Nine felt a now-familiar tugging at her heart. She didn’t want Bob to leave her. It wasn’t Kurt’s fault that his life was in Europe or Bob’s fault that he wanted to see him again, but she didn’t want Bob to go, even for a few weeks. Her life, her routines, were built around Bob. She knew she feared that one day he might go and live with Kurt. Then what would she do? He was her companion, her fellow traveler.

All right, tell the truth. She didn’t want to stay alone in the house, not right now.

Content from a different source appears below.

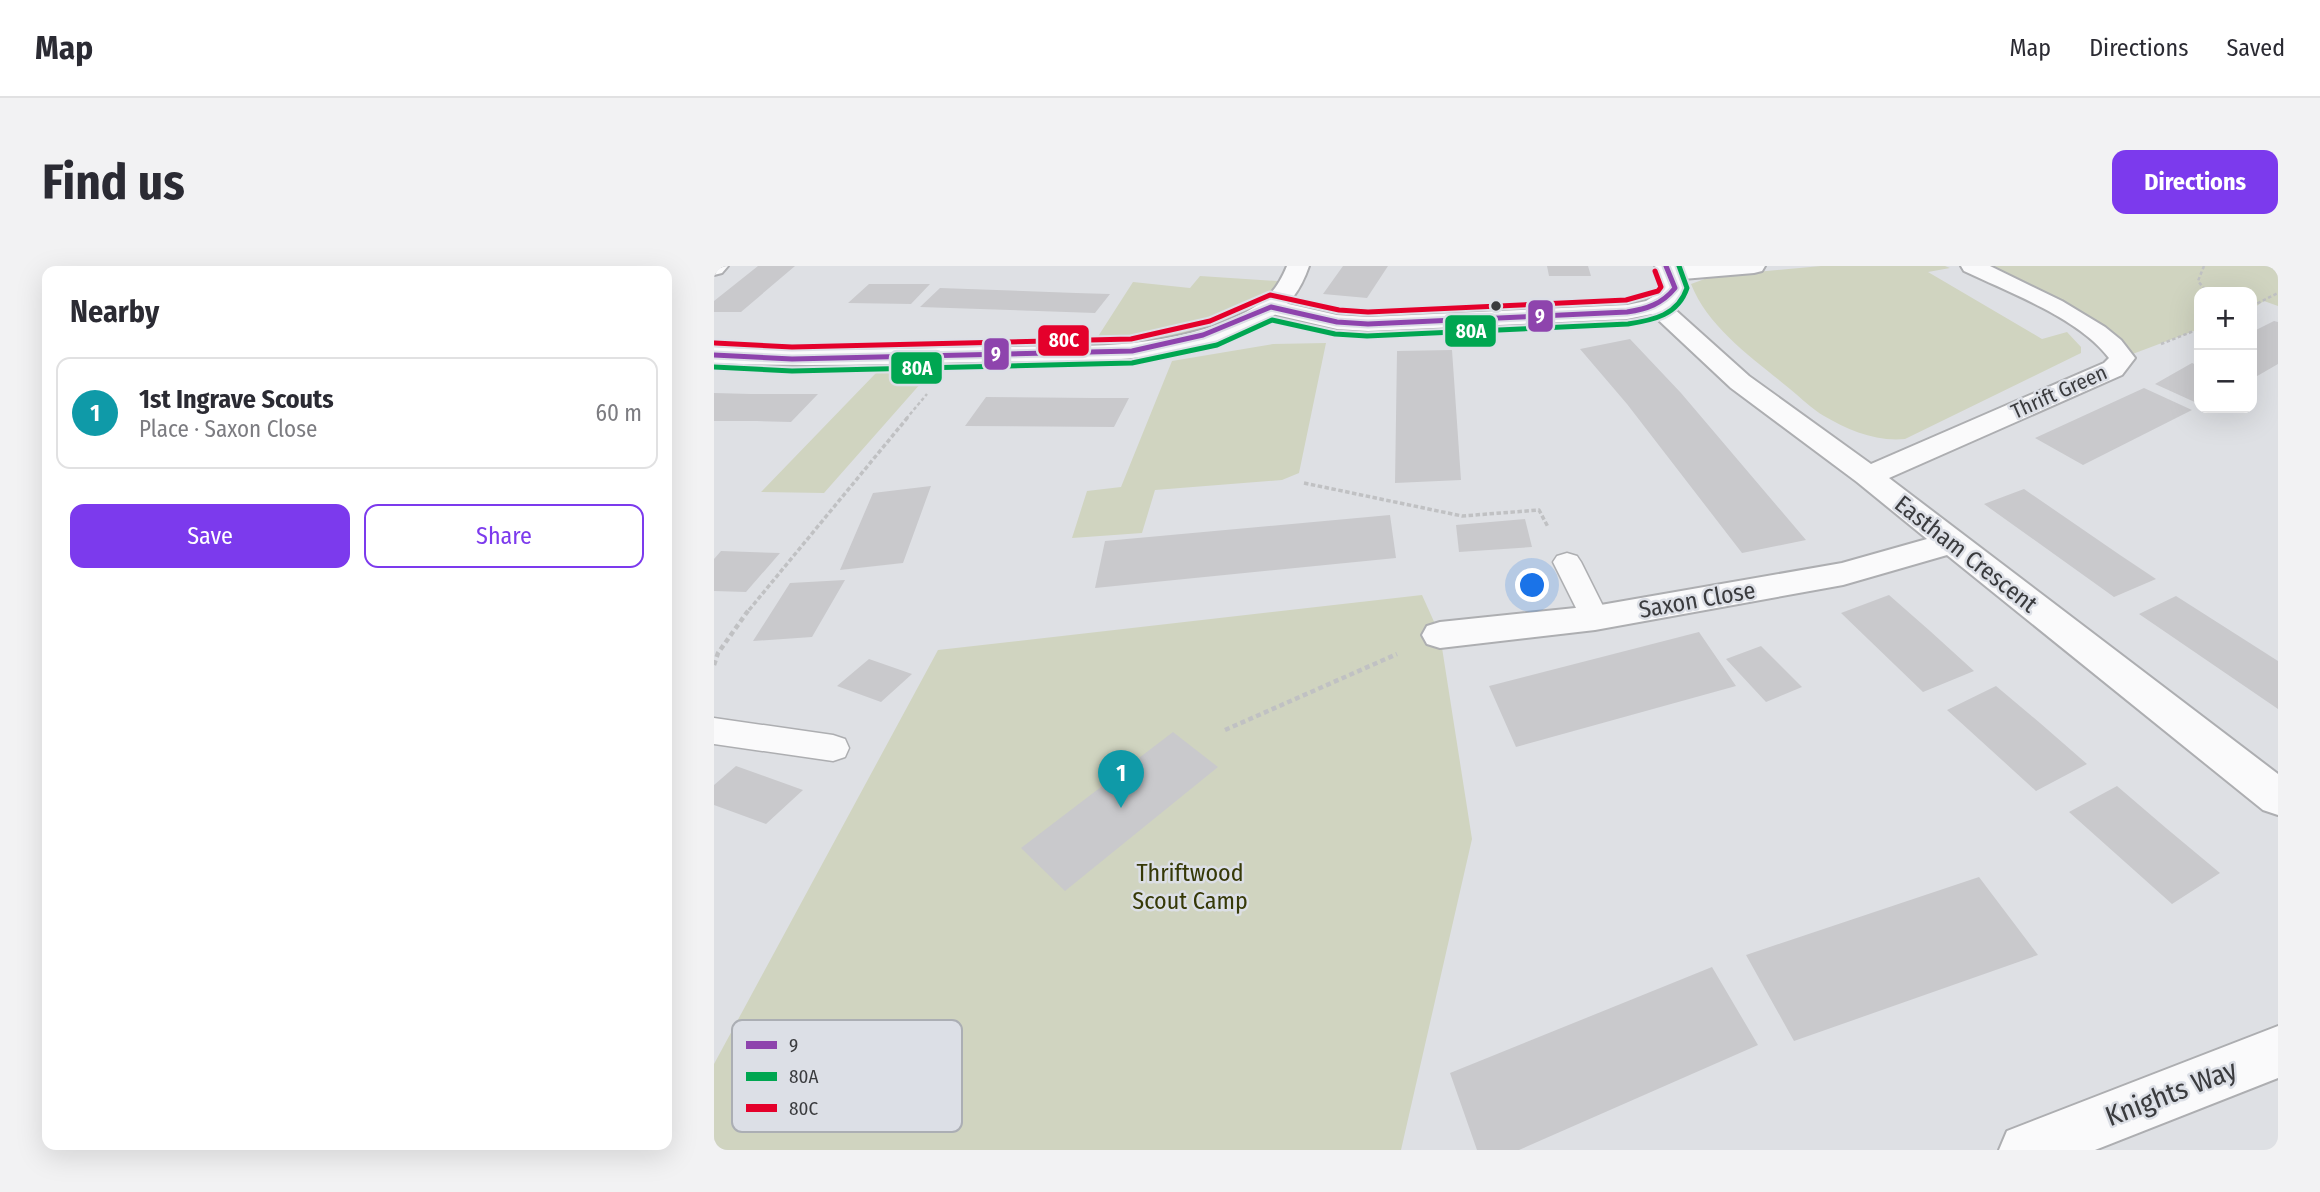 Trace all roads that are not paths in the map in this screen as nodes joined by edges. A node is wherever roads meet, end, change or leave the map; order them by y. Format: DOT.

She had barely seen Kurt in the years since Bob’s birth. She trusted him with Bob, knew he cared for Bob and had been unfairly deprived of the chance to father him over the years, knew he needed to make up time. But she didn’t see why he had to take Bob away right now, at the start of a new school year, when she had so many plans for them. Okay, she hadn’t made many plans. But she would think some up, right now.

“Now isn’t a good time,” she said.

“I’m not asking you for a ticket or anything, Mom. I’ll pay my own way.”

“I’m thinking we should spend some time poking around the Gold Country on weekends,” Nina said. “Take a car trip up to Idaho to ski. Maybe Uncle Matt and Aunt Andrea and Troy and Brianna would come with us.”

“Troy and Brianna are in school. Like me. Aunt Andrea’s busy with the new baby and Uncle Matt works twenty-four hours a day, seven days a week, winter and summer.”

This was more or less true. Troy, her nephew, a few years younger than Bob, had been diagnosed with a learning disability and couldn’t miss school, and her brother Matt’s tow-truck business had started up the day parasailing got too cold on the lake. There would be no big happy family trip to Idaho.

Bob ran his hand through his dark hair. Like Kurt’s, his eyes were a speckled green.

“Did your dad ask you to come?”

“No. But he’d like it.”

Nina wanted to say, But I won’t like it if you leave, but Bob didn’t need any more burdens on him right now. “What’s wrong with his hands?”

“I don’t know.”

“Let’s talk more about it tomorrow night,” she said. “It’s been a hard day. I’ll give your dad a call.”